=== Information supplied ===

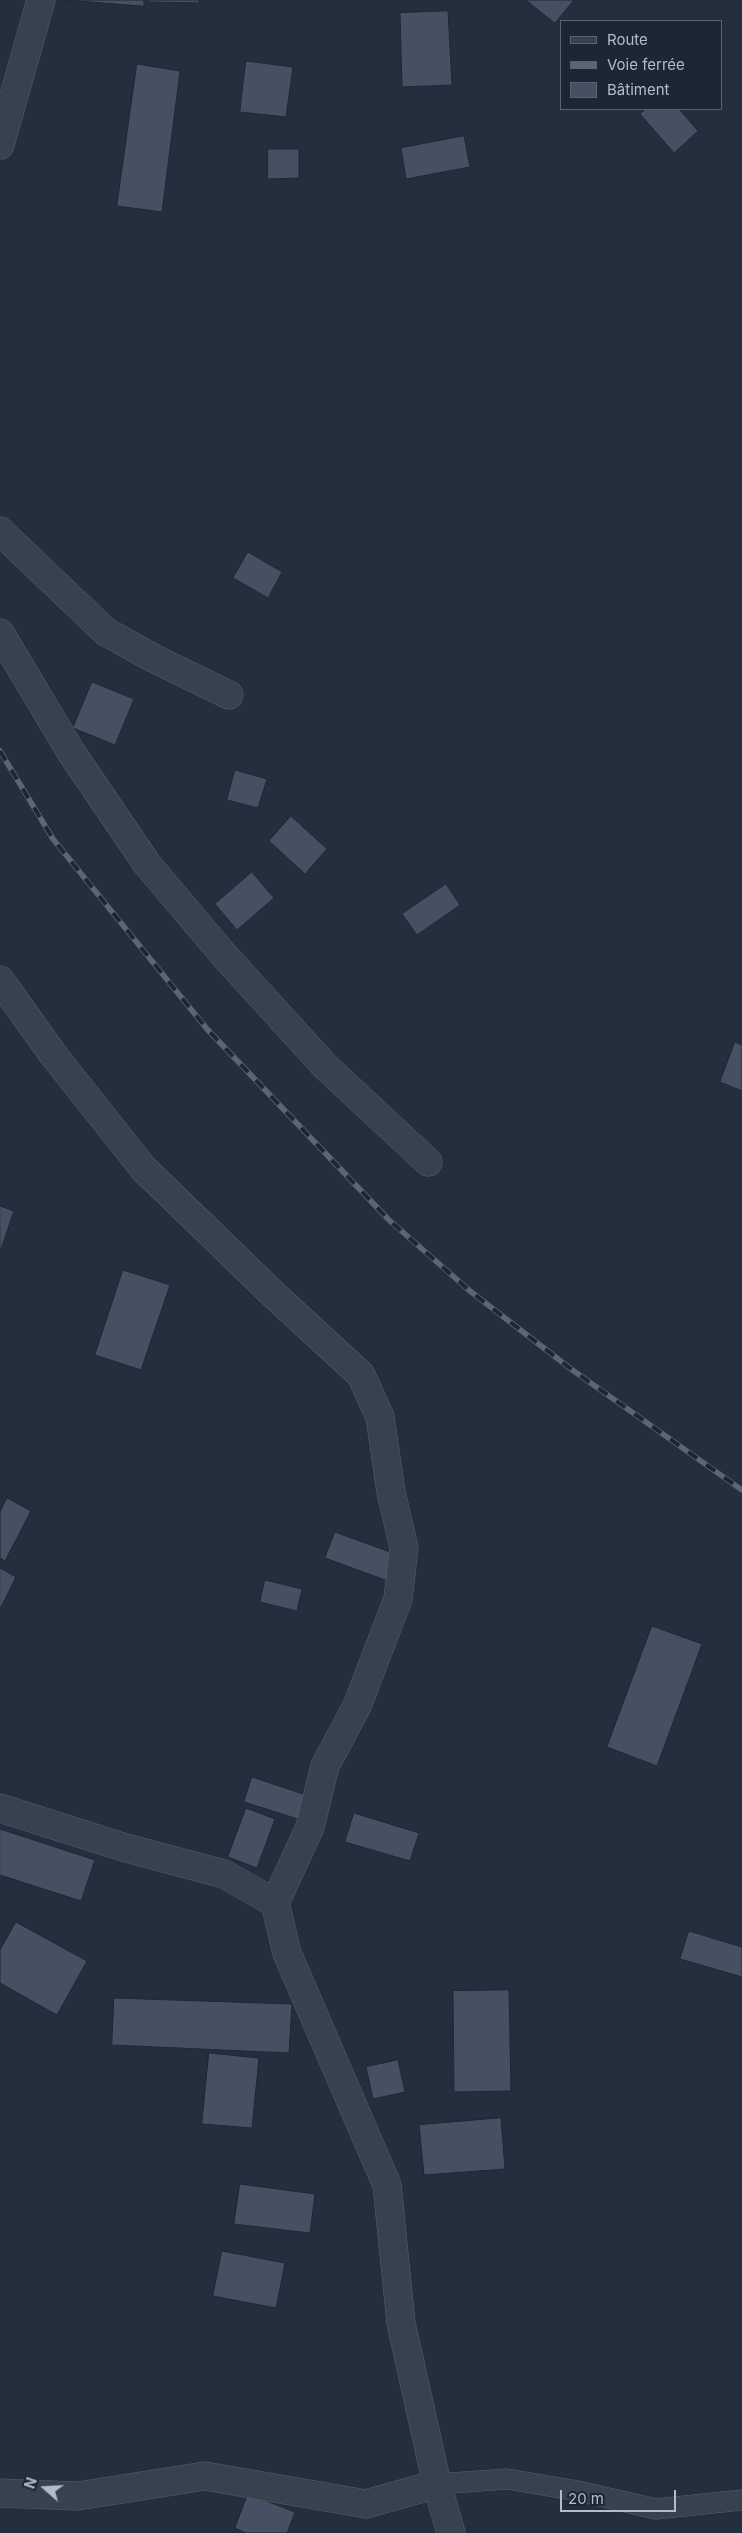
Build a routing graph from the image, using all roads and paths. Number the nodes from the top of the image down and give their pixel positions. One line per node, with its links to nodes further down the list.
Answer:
1 (41, 0): 2 (street)
2 (0, 145)
3 (0, 531): 5 (street)
4 (0, 633): 7 (street)
5 (229, 695)
6 (0, 980): 9 (street)
7 (428, 1162)
8 (0, 1808): 9 (street)
9 (275, 1903): 10 (street)
10 (437, 2484): 11 (street); 12 (lane); 13 (street)
11 (0, 2493)
12 (742, 2500)
13 (451, 2533)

=== Exercise prompt ===
Reproduce everything above exactly, images excluded.

=== Exercise solution ===
Build a routing graph from the image, using all roads and paths. Number the nodes from the top of the image down and give their pixel positions. One line per node, with its links to nodes further down the list.
Answer:
1 (41, 0): 2 (street)
2 (0, 145)
3 (0, 531): 5 (street)
4 (0, 633): 7 (street)
5 (229, 695)
6 (0, 980): 9 (street)
7 (428, 1162)
8 (0, 1808): 9 (street)
9 (275, 1903): 10 (street)
10 (437, 2484): 11 (street); 12 (lane); 13 (street)
11 (0, 2493)
12 (742, 2500)
13 (451, 2533)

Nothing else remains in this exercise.